После мы вернулись в наши комнаты и попытались написать что-то лучше, чем у другого, потому что мы, конечно, друзья, но на этом этапе моей карьеры появилась зависть, что кто-то может очень хорошо писать музыку, и я подумал: «Я должен сделать лучше. Лучше всех». Я думаю, это нас толкало. Может быть, Джеффри заранее знал об этом. Это все похоже на «Голодные игры», но с этого момента между нами установились очень хорошие отношения. После нескольких фильмов мы оба поняли, что трудность заключается в том, что если мы не будем осторожны, мы сформируем пару, и тогда у нас никогда не будет отдельных карьер.

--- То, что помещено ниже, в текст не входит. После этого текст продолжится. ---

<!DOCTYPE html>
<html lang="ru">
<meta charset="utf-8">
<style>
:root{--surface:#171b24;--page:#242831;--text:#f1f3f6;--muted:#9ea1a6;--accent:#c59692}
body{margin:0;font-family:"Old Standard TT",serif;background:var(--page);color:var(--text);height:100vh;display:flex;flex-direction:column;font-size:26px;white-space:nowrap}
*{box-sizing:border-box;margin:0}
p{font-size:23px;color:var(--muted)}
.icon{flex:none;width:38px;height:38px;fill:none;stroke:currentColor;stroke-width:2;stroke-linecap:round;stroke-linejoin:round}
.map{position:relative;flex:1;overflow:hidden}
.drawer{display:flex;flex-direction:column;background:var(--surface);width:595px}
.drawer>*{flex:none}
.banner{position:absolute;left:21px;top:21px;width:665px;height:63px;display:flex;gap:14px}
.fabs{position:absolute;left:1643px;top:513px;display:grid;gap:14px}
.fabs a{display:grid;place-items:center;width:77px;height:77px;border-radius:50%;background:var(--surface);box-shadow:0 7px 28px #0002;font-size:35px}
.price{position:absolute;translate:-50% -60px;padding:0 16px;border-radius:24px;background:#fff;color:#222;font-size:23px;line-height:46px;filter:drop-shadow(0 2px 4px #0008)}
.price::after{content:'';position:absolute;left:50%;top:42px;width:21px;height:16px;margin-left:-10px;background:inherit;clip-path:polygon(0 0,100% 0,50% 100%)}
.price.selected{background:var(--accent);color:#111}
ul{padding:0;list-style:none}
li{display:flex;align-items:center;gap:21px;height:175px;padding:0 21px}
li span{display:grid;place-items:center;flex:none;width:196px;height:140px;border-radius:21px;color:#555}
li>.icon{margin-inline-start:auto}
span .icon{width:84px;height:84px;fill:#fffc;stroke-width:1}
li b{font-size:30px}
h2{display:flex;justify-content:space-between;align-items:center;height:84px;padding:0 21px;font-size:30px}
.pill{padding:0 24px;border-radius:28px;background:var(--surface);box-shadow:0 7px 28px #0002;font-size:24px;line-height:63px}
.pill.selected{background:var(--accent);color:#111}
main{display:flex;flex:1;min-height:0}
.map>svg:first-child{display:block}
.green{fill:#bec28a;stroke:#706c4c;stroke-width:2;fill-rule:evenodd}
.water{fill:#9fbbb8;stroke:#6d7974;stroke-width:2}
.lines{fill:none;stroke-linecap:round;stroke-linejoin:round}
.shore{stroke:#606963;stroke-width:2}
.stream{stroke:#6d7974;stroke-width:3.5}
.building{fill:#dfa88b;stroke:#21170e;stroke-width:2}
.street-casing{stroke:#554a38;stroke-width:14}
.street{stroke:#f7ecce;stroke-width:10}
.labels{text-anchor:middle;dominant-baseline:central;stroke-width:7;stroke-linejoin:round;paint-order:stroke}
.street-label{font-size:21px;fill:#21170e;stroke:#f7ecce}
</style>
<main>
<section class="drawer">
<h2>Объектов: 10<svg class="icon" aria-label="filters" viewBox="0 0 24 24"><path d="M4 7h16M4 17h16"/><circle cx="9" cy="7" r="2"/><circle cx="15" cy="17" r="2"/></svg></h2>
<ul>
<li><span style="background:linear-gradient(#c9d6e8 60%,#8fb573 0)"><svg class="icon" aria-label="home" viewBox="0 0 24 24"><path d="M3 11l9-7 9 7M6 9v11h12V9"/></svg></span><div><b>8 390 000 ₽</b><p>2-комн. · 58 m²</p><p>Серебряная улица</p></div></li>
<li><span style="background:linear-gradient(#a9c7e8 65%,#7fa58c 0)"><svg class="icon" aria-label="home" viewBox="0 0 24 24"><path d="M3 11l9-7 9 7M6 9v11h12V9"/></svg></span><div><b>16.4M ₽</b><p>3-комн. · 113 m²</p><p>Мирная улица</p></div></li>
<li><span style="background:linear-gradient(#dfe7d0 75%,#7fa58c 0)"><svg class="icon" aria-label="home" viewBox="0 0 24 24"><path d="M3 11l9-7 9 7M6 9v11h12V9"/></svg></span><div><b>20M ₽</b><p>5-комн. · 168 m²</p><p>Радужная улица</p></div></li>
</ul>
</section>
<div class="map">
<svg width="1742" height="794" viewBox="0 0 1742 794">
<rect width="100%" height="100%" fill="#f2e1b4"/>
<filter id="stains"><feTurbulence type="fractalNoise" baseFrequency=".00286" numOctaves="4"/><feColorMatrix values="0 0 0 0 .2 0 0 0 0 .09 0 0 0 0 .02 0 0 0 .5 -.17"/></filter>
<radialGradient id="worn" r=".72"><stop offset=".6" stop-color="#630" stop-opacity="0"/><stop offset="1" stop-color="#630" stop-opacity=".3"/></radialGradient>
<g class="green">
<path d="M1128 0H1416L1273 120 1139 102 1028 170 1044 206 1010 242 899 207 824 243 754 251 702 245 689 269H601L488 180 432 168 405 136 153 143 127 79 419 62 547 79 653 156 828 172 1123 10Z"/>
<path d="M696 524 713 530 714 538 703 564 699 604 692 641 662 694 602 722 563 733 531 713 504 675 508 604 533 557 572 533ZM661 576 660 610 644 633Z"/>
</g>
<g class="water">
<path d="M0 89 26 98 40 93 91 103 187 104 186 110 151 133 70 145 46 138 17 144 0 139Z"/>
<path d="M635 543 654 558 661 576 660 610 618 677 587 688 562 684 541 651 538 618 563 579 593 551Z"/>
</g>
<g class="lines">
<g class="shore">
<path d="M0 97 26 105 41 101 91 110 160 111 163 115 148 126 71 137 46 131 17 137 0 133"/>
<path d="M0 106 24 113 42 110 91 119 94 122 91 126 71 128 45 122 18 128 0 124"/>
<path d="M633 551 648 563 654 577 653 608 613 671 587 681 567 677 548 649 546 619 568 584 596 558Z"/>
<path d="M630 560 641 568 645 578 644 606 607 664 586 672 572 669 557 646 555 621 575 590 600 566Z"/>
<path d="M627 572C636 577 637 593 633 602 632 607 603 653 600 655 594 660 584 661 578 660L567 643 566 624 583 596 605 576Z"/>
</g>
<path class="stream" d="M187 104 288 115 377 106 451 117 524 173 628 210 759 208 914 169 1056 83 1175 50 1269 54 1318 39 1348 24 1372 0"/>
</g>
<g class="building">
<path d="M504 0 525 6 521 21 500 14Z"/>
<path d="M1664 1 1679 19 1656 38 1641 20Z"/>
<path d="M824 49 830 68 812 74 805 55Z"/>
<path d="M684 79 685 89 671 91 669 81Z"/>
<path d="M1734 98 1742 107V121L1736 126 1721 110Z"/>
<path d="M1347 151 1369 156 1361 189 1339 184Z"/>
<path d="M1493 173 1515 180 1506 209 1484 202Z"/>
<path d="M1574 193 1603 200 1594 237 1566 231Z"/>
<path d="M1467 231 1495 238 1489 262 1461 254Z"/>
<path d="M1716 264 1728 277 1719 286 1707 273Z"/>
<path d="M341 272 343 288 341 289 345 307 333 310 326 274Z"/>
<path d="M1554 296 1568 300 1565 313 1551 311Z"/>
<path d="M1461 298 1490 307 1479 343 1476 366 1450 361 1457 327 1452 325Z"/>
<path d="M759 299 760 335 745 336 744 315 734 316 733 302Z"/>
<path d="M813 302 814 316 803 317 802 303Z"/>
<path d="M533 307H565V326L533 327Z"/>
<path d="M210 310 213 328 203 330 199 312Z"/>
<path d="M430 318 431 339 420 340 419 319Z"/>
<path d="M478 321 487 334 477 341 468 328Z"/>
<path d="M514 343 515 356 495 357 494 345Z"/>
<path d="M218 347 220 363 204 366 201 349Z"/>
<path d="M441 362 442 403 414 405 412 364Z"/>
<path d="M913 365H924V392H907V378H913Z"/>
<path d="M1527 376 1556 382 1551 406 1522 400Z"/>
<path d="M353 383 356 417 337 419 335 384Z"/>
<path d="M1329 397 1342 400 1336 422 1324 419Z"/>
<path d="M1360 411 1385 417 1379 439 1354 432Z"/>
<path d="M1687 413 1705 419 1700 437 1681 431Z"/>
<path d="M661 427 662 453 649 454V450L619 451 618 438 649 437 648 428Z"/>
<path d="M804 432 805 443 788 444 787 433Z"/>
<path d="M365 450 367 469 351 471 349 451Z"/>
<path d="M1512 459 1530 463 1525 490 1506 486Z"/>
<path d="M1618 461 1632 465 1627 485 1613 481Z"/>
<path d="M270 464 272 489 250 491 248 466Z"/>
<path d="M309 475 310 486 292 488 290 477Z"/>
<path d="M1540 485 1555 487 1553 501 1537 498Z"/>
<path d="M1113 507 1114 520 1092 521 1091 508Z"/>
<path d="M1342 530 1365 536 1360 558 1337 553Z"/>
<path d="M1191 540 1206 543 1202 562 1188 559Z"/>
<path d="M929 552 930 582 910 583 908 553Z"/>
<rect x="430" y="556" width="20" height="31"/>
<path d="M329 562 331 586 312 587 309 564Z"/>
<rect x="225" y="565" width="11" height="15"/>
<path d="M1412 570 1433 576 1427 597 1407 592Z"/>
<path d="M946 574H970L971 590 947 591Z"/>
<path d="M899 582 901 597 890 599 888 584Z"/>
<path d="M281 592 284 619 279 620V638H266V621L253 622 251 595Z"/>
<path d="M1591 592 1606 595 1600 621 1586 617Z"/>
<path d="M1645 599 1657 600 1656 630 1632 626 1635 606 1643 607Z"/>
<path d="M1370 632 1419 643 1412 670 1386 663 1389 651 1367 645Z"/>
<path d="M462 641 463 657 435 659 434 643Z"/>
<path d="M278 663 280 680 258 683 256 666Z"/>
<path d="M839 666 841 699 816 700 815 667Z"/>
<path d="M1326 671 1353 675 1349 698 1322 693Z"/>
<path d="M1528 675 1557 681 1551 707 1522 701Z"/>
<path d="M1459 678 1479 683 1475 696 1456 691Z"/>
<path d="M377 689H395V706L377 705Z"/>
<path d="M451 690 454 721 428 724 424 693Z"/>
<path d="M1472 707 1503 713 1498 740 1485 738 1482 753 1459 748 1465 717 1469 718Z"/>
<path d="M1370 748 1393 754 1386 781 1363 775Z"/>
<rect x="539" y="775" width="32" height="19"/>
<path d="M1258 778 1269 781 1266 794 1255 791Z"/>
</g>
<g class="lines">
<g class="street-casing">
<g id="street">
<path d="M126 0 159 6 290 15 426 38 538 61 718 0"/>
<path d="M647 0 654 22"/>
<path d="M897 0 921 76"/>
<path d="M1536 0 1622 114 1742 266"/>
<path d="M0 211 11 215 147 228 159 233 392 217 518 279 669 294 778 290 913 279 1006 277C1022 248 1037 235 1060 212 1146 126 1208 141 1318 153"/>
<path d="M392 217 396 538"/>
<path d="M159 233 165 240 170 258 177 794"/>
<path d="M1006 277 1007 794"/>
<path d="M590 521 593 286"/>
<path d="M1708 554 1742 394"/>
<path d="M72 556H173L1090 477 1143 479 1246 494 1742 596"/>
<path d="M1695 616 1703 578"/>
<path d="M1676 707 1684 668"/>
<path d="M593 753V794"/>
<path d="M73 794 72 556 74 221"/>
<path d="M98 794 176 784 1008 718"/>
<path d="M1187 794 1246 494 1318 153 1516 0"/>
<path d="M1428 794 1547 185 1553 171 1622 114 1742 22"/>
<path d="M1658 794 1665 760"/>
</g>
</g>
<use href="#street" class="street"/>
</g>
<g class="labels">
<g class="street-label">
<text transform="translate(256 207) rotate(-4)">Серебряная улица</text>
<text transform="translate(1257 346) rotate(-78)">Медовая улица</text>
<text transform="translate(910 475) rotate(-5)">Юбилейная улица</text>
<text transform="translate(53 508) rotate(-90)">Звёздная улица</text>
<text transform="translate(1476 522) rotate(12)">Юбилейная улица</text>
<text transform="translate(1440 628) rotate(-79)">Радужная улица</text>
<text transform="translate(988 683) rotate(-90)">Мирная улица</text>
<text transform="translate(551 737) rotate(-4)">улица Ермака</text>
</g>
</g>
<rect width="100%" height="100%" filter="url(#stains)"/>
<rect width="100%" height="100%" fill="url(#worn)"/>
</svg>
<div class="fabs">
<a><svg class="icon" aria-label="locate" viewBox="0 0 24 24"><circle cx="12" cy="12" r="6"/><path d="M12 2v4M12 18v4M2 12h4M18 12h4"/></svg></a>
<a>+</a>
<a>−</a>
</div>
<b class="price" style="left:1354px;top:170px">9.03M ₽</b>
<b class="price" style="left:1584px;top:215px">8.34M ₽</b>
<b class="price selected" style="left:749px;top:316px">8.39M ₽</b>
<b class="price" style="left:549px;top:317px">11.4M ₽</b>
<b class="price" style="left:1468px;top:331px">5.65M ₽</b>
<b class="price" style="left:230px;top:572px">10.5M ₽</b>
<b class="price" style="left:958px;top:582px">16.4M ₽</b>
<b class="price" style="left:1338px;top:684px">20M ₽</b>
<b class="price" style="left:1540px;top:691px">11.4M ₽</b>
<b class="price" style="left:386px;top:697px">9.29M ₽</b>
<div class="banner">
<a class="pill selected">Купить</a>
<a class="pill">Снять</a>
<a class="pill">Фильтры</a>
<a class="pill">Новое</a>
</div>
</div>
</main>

Даже несмотря на это мне нравится, как он пишет, и мне кажется, у Гарри есть такая чудесная и странная любовь к моим выкрутасам. Хоть он и жалуется постоянно на партии, которые я пишу для духовых, но мне кажется, ему это все равно нравится. Смысл заключается в том, что мы всегда были слишком разными. Мы никогда не думали о совместной карьере.

Гарри был хорош в написании музыки. Я думаю, между нами определенно был тот огонь, который заставлял нас стараться, мы писали мелодии отдельно друг от друга, а вместе мы их слушали и смотрели на наши мелодии как бы с обратной стороны. Иногда мы говорили, что мелодия побывала на плохой встрече – другими словами, Гарри показал набросок, а Джеффри сказал, что это кусок дерьма: «Почему вы это делаете?» А потом: «Ну, дай мне еще попробовать, и я переверну все с ног на голову и посмотрю, смогу ли я сделать что-то другое, это поможет». И то же самое с Гарри. Он много работал с разными партиями, и многие мелодии из «Антца» были созданы благодаря странному соединению метаний между нами. И как только мы брались за работу, мы имели успех.

Мы делили между собой мелодии и развивали их. К какой бы теме не относилась та или иная мелодия, мы развивали ее сквозь данную тему и пробовали свои наброски, и если мы делали это уже три раза, и эта мелодия по-прежнему не подходила, один из нас говорил: «Ок, я больше не могу этим заниматься». И мы менялись местами. И когда у нас было 80 минут музыки для «Антца» и 80 минут музыки для «Побега из курятника», это было великолепно. Но на 38 минут в «Шреке» было немного неловко брать нас обоих. Хотя мы потратили как минимум в два раза больше времени на работу над этим фильмом.